Who can do it: Company admins
Which plans: Enterprise
This article provides technical detail for using a third-party authorization server with OAuth 2.0 to integrate Jira with Miro.
To learn how to set up a connection, see Connect to Jira on-premise with third-party authorization servers using OAuth 2.0.
How Jira integration with Miro using on-premise authorization and OAuth 2.0 works
The following graph shows the communication flow between Miro and an on-premise Jira authorization server.
Miro and Jira integration using an on-premise authorization server via an API gateway
Configuration parameters
To configure the authorization flow between Miro and Jira using a third-party authorization server with OAuth 2.0, you must specify the following parameters:
-
Authorization server
- Authorization request URL
- Token request URL
- Scope
-
Authorization app configuration
- Client ID
- Client secret
-
Jira instance
- Jira public URL
- Jira base URL; internal URL
✏️ Miro provides the redirect URL that the authorization server validates agains the registered app.
More information: See Connect to Jira on-premise with third-party authorization servers using OAuth 2.0.

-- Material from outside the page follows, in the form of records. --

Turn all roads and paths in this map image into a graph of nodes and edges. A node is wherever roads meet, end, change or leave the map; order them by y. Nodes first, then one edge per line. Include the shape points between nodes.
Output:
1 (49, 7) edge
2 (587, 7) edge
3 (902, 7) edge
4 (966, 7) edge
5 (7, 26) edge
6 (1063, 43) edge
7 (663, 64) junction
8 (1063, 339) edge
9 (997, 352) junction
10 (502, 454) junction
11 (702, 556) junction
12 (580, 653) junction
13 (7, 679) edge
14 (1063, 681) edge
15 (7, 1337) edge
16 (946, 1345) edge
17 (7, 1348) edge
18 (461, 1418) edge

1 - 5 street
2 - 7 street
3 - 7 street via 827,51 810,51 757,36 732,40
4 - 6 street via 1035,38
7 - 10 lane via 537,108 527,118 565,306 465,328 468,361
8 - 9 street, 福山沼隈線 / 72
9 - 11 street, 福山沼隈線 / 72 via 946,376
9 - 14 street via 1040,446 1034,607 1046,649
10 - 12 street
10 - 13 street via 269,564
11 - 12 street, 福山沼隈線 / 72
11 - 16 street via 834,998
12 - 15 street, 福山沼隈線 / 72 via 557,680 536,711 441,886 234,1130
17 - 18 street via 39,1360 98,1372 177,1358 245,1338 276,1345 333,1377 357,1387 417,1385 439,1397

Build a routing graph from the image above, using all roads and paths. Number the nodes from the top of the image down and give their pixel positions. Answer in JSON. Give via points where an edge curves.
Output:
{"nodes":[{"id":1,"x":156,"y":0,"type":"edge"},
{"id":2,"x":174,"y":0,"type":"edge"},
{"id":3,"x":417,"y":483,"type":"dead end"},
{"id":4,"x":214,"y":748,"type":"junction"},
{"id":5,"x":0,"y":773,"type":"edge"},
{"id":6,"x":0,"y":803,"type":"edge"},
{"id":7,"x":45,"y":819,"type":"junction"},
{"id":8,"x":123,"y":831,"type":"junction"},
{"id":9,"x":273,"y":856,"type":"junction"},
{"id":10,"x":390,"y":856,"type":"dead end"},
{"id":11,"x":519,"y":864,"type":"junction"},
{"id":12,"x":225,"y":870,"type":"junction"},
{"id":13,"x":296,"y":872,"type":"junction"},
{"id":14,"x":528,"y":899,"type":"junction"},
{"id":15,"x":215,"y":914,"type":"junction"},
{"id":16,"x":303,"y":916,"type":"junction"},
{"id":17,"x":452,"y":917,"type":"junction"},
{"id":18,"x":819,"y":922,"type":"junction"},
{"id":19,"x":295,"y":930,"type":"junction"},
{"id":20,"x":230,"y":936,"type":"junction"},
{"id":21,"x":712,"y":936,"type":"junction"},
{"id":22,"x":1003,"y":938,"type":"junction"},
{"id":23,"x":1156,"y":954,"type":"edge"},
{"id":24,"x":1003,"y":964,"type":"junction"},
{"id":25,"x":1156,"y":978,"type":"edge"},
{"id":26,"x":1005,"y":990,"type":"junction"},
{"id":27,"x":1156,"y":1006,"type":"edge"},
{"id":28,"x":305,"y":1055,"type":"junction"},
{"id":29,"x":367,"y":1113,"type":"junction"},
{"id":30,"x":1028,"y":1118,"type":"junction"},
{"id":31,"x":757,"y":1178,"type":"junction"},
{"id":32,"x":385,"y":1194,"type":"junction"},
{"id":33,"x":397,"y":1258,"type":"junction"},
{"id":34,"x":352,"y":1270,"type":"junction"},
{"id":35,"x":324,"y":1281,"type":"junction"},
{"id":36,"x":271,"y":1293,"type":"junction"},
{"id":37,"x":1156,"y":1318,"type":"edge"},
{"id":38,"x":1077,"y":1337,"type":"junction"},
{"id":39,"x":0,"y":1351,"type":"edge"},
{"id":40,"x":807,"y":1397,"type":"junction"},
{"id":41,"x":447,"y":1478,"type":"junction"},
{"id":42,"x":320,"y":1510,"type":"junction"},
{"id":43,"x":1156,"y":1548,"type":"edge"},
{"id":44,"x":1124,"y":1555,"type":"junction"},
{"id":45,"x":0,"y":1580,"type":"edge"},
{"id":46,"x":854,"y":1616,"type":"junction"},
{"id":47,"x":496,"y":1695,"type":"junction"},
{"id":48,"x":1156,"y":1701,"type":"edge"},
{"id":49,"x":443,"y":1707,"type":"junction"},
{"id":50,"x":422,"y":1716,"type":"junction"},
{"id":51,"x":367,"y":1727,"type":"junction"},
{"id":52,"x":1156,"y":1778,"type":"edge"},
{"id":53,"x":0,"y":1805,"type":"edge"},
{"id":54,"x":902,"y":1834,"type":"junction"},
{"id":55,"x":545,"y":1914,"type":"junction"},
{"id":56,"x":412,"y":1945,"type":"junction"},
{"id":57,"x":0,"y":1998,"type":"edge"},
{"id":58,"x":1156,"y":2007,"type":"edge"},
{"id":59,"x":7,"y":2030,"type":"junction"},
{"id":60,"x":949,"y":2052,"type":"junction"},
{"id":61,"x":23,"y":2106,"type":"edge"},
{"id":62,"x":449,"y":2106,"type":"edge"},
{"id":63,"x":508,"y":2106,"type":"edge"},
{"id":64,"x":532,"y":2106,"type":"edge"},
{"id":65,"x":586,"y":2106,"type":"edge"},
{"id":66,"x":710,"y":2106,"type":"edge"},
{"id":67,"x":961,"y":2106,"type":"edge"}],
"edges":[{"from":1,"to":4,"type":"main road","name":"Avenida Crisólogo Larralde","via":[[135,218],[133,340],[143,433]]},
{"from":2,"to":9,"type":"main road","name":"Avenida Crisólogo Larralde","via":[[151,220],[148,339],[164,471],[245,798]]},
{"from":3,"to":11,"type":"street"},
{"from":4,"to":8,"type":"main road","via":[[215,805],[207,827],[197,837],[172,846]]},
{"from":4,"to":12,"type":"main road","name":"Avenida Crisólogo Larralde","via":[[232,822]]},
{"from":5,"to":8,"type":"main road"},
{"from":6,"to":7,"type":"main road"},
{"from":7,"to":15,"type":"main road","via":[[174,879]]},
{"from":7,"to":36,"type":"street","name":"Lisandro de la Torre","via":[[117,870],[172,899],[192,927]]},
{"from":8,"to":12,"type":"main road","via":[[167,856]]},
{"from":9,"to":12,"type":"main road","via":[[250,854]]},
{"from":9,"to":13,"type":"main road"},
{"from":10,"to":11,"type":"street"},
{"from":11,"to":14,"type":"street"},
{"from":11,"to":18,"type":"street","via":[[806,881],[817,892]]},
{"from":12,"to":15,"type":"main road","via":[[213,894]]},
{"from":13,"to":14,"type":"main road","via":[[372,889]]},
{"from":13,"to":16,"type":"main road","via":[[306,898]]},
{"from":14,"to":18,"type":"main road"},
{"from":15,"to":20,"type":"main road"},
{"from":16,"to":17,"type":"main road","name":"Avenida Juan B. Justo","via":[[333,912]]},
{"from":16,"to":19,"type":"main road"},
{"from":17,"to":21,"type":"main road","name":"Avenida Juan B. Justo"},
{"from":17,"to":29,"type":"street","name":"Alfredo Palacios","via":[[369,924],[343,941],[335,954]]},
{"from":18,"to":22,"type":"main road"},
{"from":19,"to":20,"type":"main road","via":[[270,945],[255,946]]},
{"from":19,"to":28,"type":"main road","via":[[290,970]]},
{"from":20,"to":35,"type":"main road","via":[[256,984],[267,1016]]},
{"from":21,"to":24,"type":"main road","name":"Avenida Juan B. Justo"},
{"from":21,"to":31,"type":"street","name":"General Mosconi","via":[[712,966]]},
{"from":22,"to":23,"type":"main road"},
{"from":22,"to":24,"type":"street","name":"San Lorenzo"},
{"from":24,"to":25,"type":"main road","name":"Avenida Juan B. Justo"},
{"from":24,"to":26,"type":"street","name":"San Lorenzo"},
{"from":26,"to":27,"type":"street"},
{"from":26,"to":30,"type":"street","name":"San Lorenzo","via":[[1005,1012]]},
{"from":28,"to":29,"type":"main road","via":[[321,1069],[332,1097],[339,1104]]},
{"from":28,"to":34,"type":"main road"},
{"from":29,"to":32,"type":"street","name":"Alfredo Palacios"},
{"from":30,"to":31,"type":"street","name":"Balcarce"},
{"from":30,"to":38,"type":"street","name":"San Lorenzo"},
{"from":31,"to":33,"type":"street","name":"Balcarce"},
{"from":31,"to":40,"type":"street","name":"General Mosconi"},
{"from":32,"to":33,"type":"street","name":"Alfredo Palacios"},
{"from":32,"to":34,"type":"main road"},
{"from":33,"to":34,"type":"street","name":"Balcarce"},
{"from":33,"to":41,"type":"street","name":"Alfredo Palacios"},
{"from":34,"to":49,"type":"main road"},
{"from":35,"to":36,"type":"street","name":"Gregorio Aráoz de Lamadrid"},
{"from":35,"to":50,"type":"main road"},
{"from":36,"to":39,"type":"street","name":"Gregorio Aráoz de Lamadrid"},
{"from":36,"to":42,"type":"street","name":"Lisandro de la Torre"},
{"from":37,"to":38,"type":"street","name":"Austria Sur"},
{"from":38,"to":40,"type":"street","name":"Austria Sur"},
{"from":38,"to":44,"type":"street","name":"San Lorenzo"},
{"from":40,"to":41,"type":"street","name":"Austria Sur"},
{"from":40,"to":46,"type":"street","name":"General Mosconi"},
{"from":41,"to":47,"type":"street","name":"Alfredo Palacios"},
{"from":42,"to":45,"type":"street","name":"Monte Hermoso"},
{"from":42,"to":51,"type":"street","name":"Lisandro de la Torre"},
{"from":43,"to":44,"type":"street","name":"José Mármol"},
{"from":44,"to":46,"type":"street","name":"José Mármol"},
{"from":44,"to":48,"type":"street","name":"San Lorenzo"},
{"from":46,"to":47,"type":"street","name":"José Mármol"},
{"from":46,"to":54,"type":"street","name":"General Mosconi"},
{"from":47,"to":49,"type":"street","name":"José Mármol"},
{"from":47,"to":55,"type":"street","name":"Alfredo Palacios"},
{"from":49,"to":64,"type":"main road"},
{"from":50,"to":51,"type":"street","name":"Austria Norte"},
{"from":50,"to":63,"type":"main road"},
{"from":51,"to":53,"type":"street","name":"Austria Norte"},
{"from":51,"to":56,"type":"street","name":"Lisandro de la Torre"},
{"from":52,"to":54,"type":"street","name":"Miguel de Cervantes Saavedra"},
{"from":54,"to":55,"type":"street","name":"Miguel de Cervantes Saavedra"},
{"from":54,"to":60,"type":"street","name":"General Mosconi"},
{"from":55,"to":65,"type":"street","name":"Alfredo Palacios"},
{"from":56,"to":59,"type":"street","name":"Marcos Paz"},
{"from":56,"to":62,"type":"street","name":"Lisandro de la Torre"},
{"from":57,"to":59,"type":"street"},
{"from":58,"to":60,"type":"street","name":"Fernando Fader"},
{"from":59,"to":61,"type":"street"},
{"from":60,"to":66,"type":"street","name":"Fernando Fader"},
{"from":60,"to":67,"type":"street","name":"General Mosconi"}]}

User authorization requests between Miro and on-premise authorization server
For an integration between Miro and Jira using a third-party authorization server, the following graph shows the user authorization request flow.
User authorization request
Authorization request
https://{authorization_URL}?
response_type=code&
client_id={CLIENT_ID}&
redirect_uri={Miro Redirect URI}&
scope={scope}&
state={state}The user can add parameters to the authorization request as key-value pairs in the configuration.
Token request
curl --request POST \
--url '{token request URL}' \
--header 'content-type: application/x-www-form-urlencoded' \
--data grant_type=authorization_code \
--data 'client_id={CLIENT_ID}' \
--data 'client_secret={CLIENT_SECRET}' \
--data 'code={Obtained Authorization Code}' \
--data 'redirect_uri={Miro Redirect URI}' \After Miro receives the authorization code, Miro provides the state and requests a token pair.
Refresh tokens exchange
curl --request POST \
--url '{token request URL}' \
--header 'content-type: application/x-www-form-urlencoded' \
--data grant_type=refresh_token \
--data 'client_id={CLIENT_ID}' \
--data 'refresh_token={current valid refresh token}' \
Ensure that the refresh token operation is enabled; enable offline access to APIs.
Jira API requests
curl --request GET \
--url {Jira Public URL}/rest/api/{apiversion}/... \
--header 'authorization: Bearer {accessToken}' \
--header 'content-type: application/json'
Each request uses the provided Jira public URL as the base URL, and the user access token as the bearer token.